Elle parlait d'une voix vibrante, et une infernale hardiesse étincelait dans ses yeux. C'était bien là une de ces créatures redoutables, énergiques surtout pour le mal, qui peuvent conduire un homme faible sur le bord de l'abîme, l'y pousser et l'oublier avant même qu'il ait roulé jusqu'au fond.
Sous le fouet de ces sarcasmes, la nature violente de Paul se réveillait; la colère empourprait ses joues.
– Que ne m'aides-tu toi-même, s'écria-t-il, que ne travailles-tu!
– Oh!.. moi… c'est autre chose, je ne suis pas faite pour travailler.

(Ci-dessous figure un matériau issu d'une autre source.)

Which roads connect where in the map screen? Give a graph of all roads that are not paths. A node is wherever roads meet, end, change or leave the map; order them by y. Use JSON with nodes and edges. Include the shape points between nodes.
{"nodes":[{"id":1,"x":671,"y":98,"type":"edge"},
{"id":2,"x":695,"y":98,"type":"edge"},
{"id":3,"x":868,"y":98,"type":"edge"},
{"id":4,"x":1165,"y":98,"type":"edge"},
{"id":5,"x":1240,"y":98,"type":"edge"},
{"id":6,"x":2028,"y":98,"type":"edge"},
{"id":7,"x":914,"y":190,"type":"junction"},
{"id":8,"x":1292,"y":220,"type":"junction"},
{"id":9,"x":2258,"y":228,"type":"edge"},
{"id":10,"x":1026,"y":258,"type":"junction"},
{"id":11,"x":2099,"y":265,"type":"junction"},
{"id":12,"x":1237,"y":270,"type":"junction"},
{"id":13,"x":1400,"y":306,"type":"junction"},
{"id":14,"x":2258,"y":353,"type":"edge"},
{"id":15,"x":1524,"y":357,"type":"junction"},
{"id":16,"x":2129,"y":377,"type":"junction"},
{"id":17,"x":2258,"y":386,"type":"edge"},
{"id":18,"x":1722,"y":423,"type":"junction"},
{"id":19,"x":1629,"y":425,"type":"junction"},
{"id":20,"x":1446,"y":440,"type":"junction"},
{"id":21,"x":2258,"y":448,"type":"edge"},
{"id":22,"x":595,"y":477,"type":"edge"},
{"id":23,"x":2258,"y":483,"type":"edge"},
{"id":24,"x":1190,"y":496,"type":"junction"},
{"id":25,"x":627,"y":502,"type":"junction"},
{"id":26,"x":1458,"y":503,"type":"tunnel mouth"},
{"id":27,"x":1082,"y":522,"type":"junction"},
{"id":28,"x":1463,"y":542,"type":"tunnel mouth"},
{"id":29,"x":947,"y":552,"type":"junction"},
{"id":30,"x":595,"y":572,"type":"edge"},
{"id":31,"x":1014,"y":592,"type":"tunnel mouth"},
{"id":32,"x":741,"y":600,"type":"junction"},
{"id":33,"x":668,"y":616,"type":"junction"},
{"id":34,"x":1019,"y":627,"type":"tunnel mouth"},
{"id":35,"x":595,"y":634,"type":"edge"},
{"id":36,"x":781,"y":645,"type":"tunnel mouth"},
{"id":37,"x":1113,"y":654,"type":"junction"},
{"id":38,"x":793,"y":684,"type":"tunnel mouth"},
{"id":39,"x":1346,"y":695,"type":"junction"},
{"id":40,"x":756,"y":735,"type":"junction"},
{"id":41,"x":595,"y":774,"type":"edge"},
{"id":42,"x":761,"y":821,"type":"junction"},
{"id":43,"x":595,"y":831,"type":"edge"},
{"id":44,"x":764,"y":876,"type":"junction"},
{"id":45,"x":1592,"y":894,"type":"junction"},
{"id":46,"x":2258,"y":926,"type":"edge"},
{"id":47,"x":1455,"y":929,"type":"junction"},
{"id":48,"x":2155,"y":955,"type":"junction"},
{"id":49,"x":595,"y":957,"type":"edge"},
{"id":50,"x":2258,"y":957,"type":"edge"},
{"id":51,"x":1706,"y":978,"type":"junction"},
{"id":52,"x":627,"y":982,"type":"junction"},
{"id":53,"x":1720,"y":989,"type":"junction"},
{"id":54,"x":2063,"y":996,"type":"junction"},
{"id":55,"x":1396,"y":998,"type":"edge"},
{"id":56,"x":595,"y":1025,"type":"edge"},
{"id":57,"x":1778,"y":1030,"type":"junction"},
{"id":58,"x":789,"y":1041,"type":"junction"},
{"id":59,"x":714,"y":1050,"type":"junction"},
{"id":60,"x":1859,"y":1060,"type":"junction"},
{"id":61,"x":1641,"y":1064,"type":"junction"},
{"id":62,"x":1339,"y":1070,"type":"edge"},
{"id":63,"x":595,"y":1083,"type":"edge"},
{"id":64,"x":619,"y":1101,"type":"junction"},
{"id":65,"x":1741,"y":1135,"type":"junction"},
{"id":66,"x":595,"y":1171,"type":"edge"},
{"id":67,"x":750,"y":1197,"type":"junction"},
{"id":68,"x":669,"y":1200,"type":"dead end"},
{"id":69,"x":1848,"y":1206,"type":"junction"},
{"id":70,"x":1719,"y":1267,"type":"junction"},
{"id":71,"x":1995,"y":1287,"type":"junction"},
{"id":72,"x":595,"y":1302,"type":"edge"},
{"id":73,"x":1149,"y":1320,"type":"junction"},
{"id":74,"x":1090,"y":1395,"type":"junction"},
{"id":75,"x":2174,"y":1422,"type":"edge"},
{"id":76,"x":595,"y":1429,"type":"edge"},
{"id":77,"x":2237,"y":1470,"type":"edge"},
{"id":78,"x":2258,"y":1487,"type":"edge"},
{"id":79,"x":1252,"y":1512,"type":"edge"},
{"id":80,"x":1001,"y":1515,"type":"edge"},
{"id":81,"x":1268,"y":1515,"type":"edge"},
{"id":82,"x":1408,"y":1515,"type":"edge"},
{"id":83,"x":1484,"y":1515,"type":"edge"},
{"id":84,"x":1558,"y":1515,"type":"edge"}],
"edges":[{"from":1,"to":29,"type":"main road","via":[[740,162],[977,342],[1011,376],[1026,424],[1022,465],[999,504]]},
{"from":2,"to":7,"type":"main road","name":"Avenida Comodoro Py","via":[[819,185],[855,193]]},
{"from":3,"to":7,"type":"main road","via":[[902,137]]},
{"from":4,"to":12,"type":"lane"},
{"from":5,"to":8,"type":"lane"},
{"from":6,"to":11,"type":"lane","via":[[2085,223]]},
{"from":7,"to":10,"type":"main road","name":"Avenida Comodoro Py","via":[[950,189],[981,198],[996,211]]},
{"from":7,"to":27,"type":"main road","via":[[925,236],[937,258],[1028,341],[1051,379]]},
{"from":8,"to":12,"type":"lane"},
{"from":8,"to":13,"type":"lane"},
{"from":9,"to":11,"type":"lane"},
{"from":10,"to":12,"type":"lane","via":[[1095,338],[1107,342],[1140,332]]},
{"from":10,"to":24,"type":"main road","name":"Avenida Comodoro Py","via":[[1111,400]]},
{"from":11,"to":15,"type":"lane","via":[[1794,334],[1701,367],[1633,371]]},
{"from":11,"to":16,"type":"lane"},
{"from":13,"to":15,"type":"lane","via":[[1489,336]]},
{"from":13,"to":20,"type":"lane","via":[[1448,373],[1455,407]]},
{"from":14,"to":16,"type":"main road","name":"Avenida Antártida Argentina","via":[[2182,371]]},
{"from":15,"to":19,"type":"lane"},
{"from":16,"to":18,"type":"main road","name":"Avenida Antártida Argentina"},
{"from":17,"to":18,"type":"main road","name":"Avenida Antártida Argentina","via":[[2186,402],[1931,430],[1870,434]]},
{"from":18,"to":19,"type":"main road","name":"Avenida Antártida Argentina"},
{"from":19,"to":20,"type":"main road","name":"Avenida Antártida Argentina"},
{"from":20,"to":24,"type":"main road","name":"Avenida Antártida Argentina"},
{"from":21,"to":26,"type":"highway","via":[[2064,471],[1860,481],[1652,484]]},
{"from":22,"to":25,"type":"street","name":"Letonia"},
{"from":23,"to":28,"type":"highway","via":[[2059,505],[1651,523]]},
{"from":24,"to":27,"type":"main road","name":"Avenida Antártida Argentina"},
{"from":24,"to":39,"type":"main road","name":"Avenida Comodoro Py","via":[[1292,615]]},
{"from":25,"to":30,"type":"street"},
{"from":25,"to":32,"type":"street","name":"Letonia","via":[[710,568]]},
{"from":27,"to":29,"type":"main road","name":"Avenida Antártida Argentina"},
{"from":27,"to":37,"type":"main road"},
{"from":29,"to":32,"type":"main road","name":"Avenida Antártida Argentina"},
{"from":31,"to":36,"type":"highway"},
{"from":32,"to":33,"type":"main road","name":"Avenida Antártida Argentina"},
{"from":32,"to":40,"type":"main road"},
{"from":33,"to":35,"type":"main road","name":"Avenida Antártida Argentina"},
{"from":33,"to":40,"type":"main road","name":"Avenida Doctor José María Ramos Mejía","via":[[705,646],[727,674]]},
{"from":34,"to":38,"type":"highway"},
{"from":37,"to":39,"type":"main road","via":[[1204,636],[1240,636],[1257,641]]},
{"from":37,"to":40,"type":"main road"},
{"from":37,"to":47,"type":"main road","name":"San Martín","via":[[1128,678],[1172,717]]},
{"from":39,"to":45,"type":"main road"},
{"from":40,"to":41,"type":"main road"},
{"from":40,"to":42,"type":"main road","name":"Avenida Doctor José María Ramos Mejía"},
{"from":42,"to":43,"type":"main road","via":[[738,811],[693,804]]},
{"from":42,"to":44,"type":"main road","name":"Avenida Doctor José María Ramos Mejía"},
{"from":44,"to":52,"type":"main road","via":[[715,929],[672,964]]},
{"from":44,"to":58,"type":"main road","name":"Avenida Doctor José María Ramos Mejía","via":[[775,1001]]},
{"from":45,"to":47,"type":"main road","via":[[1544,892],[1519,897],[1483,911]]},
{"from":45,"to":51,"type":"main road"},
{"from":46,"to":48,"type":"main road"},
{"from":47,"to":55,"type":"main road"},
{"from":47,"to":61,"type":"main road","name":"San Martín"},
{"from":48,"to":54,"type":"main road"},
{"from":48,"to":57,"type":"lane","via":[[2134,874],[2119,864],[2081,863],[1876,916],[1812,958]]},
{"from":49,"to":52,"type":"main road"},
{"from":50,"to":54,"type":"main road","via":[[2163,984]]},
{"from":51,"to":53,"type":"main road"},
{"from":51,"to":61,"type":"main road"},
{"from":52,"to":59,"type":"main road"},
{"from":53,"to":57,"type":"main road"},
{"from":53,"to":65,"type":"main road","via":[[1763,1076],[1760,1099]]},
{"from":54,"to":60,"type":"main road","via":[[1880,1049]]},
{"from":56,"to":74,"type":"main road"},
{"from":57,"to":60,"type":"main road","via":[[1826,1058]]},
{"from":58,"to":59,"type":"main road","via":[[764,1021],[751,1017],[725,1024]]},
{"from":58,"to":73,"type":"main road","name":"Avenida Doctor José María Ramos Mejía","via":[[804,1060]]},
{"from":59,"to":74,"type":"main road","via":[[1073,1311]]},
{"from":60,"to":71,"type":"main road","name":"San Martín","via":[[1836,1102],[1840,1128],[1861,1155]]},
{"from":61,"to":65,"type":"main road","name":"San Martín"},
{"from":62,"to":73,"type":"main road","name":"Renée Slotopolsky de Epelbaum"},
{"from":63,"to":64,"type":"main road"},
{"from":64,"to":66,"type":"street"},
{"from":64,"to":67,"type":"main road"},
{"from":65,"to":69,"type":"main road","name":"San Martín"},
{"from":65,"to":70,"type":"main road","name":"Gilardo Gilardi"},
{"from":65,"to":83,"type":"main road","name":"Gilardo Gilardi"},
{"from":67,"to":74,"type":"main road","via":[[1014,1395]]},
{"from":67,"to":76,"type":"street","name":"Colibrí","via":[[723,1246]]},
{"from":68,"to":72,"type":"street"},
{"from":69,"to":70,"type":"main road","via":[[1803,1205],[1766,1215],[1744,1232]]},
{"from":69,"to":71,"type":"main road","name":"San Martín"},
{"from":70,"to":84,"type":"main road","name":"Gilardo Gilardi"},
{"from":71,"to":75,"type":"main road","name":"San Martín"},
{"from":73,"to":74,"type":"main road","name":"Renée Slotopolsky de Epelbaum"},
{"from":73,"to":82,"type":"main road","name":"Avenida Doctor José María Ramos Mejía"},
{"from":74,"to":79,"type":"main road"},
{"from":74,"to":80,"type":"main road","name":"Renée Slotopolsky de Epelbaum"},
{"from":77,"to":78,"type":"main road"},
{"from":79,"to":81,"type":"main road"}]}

Paul eut un geste terrible, il marcha la main levée sur la jeune femme.
– Malheureuse, disait-il, tu n'es qu'une malheureuse!
– Non… j'ai faim!
Une querelle arrivée à ce point devait finir mal, lorsqu'un bruit assez fort attira l'attention des jeunes gens; ils se retournèrent.
La porte de la mansarde était ouverte, et sur le seuil se tenait, debout, un vieux homme qui les regardait avec un sourire paternel.
Il était grand et légèrement voûté. De son visage, on ne découvrait que les pommettes couleur brique et le nez rouge; une barbe grisonnante, longue, épaisse, inculte, cachait le reste. Il portait des lunettes de pacotille à verres teintés, mais il avait en le soin d'entourer d'un ruban noir la monture de fer.
En lui, tout respirait la misère et l'incurie à leur apogée. Son paletot, à larges poches éraillées, informe, graisseux, portait les traces de toutes les murailles essuyées à boire. Il devait être un de ces cyniques nomades qui, jugeant fastidieux de quitter les vêtements pour dormir, couchent tout habillés, à terre ou sur leur grabat.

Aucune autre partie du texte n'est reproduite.